▶ _RECORDS SHOWN_:

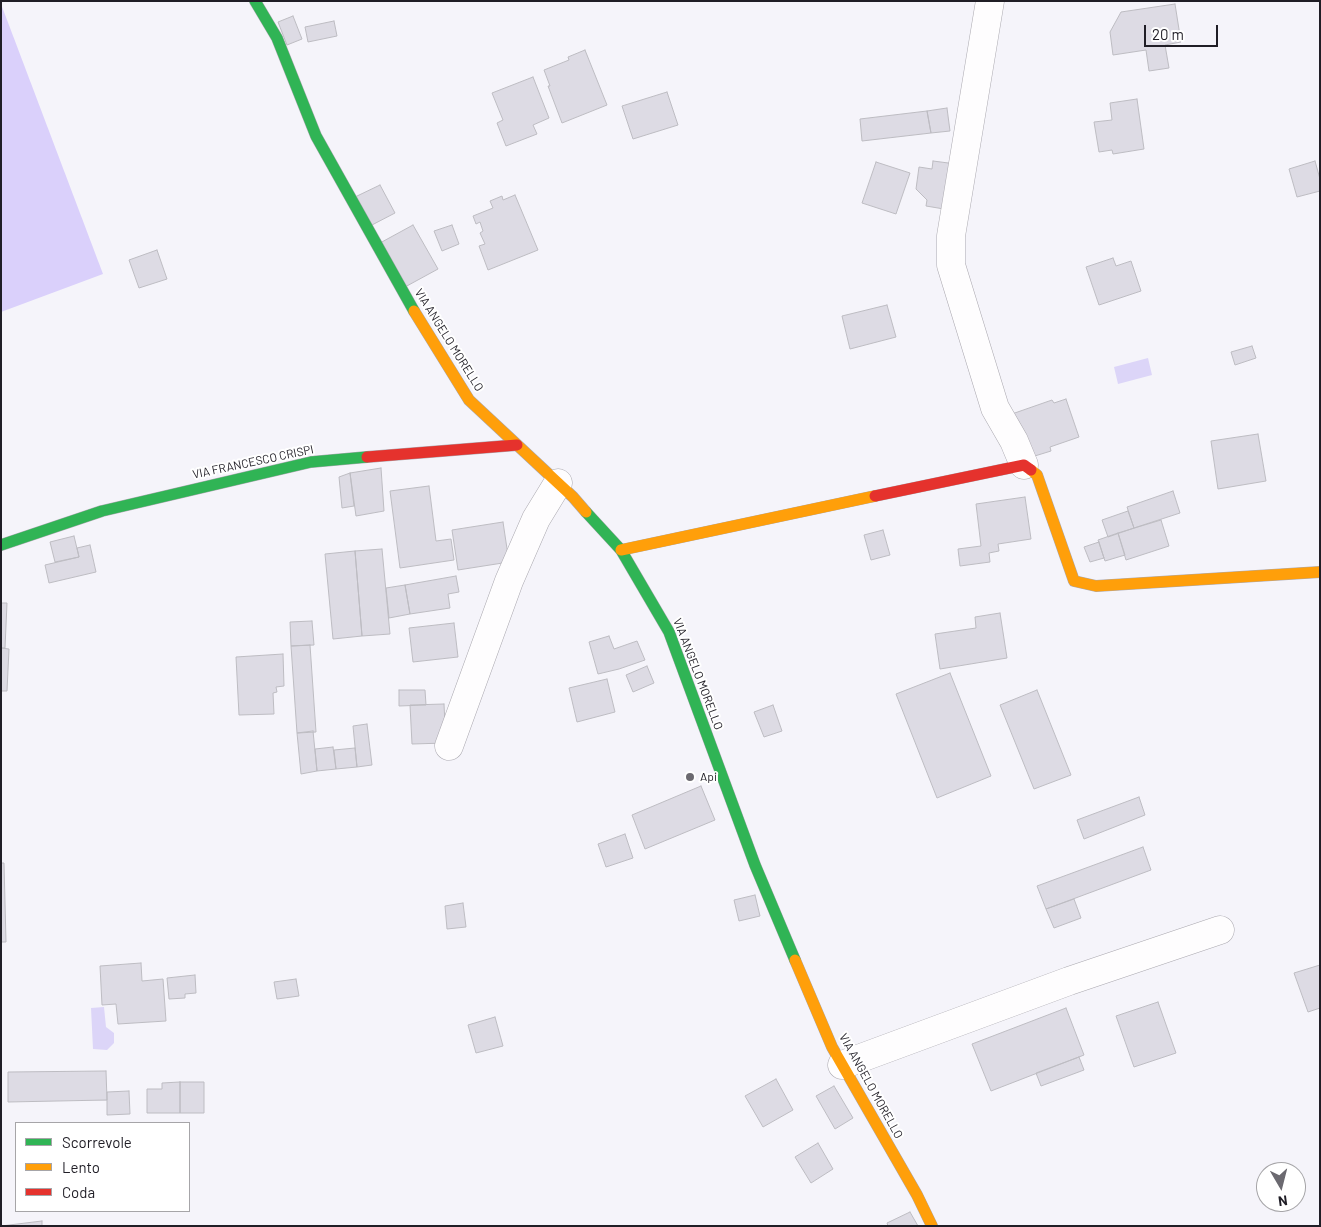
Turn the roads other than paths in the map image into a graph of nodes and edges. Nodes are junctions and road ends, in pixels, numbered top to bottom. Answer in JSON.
{"nodes":[{"id":1,"x":255,"y":1,"type":"edge"},
{"id":2,"x":990,"y":1,"type":"edge"},
{"id":3,"x":517,"y":445,"type":"junction"},
{"id":4,"x":1024,"y":465,"type":"junction"},
{"id":5,"x":558,"y":483,"type":"junction"},
{"id":6,"x":1,"y":545,"type":"edge"},
{"id":7,"x":621,"y":550,"type":"junction"},
{"id":8,"x":1320,"y":572,"type":"edge"},
{"id":9,"x":449,"y":746,"type":"dead end"},
{"id":10,"x":1220,"y":930,"type":"dead end"},
{"id":11,"x":842,"y":1065,"type":"junction"},
{"id":12,"x":932,"y":1226,"type":"edge"}],
"edges":[{"from":1,"to":3,"type":"street","name":"VIA ANGELO MORELLO"},
{"from":2,"to":4,"type":"street"},
{"from":3,"to":5,"type":"street","name":"VIA ANGELO MORELLO"},
{"from":3,"to":6,"type":"street","name":"VIA FRANCESCO CRISPI"},
{"from":4,"to":7,"type":"street"},
{"from":4,"to":8,"type":"street"},
{"from":5,"to":7,"type":"street","name":"VIA ANGELO MORELLO"},
{"from":5,"to":9,"type":"street"},
{"from":7,"to":11,"type":"street","name":"VIA ANGELO MORELLO"},
{"from":10,"to":11,"type":"street"},
{"from":11,"to":12,"type":"street","name":"VIA ANGELO MORELLO"}]}
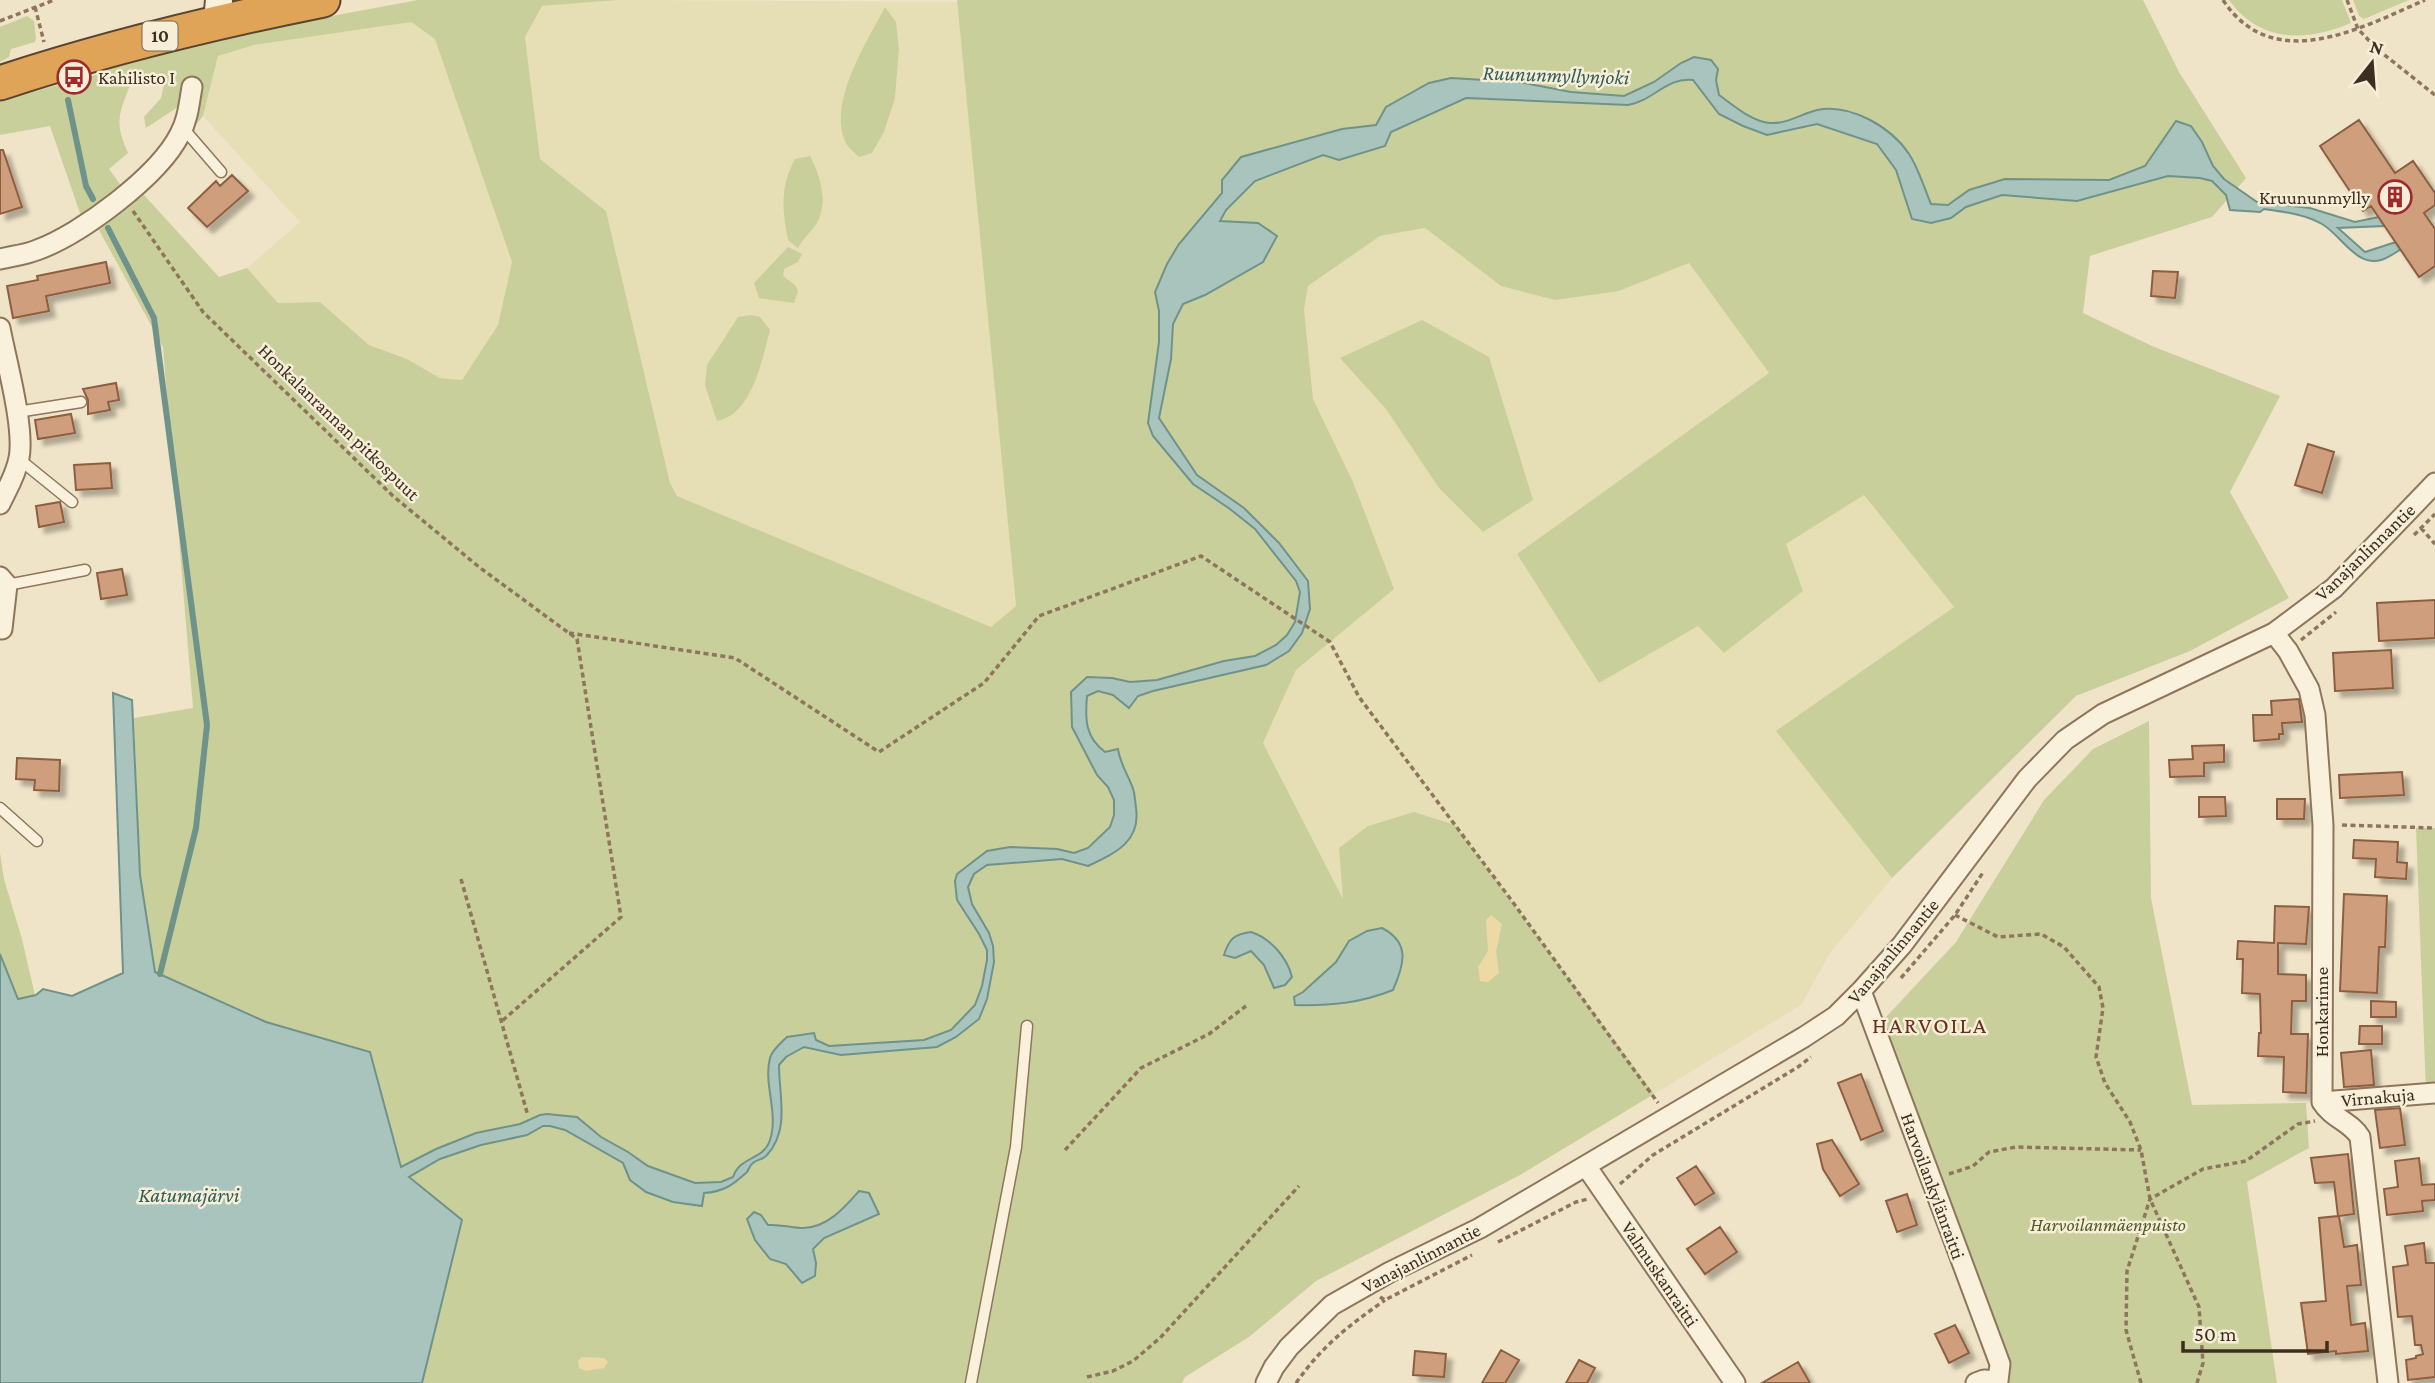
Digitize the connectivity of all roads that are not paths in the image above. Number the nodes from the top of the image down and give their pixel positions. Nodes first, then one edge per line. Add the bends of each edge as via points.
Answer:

▶ _YOUR ASSIGNMENT_:
All of the data above must be printed exactly, minus its pictures.

▶ _OUTPUT_:
Turn the roads other than paths in the map image into a graph of nodes and edges. Nodes are junctions and road ends, in pixels, numbered top to bottom. Answer in JSON.
{"nodes":[{"id":1,"x":255,"y":1,"type":"edge"},
{"id":2,"x":990,"y":1,"type":"edge"},
{"id":3,"x":517,"y":445,"type":"junction"},
{"id":4,"x":1024,"y":465,"type":"junction"},
{"id":5,"x":558,"y":483,"type":"junction"},
{"id":6,"x":1,"y":545,"type":"edge"},
{"id":7,"x":621,"y":550,"type":"junction"},
{"id":8,"x":1320,"y":572,"type":"edge"},
{"id":9,"x":449,"y":746,"type":"dead end"},
{"id":10,"x":1220,"y":930,"type":"dead end"},
{"id":11,"x":842,"y":1065,"type":"junction"},
{"id":12,"x":932,"y":1226,"type":"edge"}],
"edges":[{"from":1,"to":3,"type":"street","name":"VIA ANGELO MORELLO"},
{"from":2,"to":4,"type":"street"},
{"from":3,"to":5,"type":"street","name":"VIA ANGELO MORELLO"},
{"from":3,"to":6,"type":"street","name":"VIA FRANCESCO CRISPI"},
{"from":4,"to":7,"type":"street"},
{"from":4,"to":8,"type":"street"},
{"from":5,"to":7,"type":"street","name":"VIA ANGELO MORELLO"},
{"from":5,"to":9,"type":"street"},
{"from":7,"to":11,"type":"street","name":"VIA ANGELO MORELLO"},
{"from":10,"to":11,"type":"street"},
{"from":11,"to":12,"type":"street","name":"VIA ANGELO MORELLO"}]}
Digitize the connectivity of all roads that are not paths in the image above. Number the nodes from the top of the image down and give their pixel positions. Nodes first, then one edge per line. Add the bends of each edge as via points.
Answer:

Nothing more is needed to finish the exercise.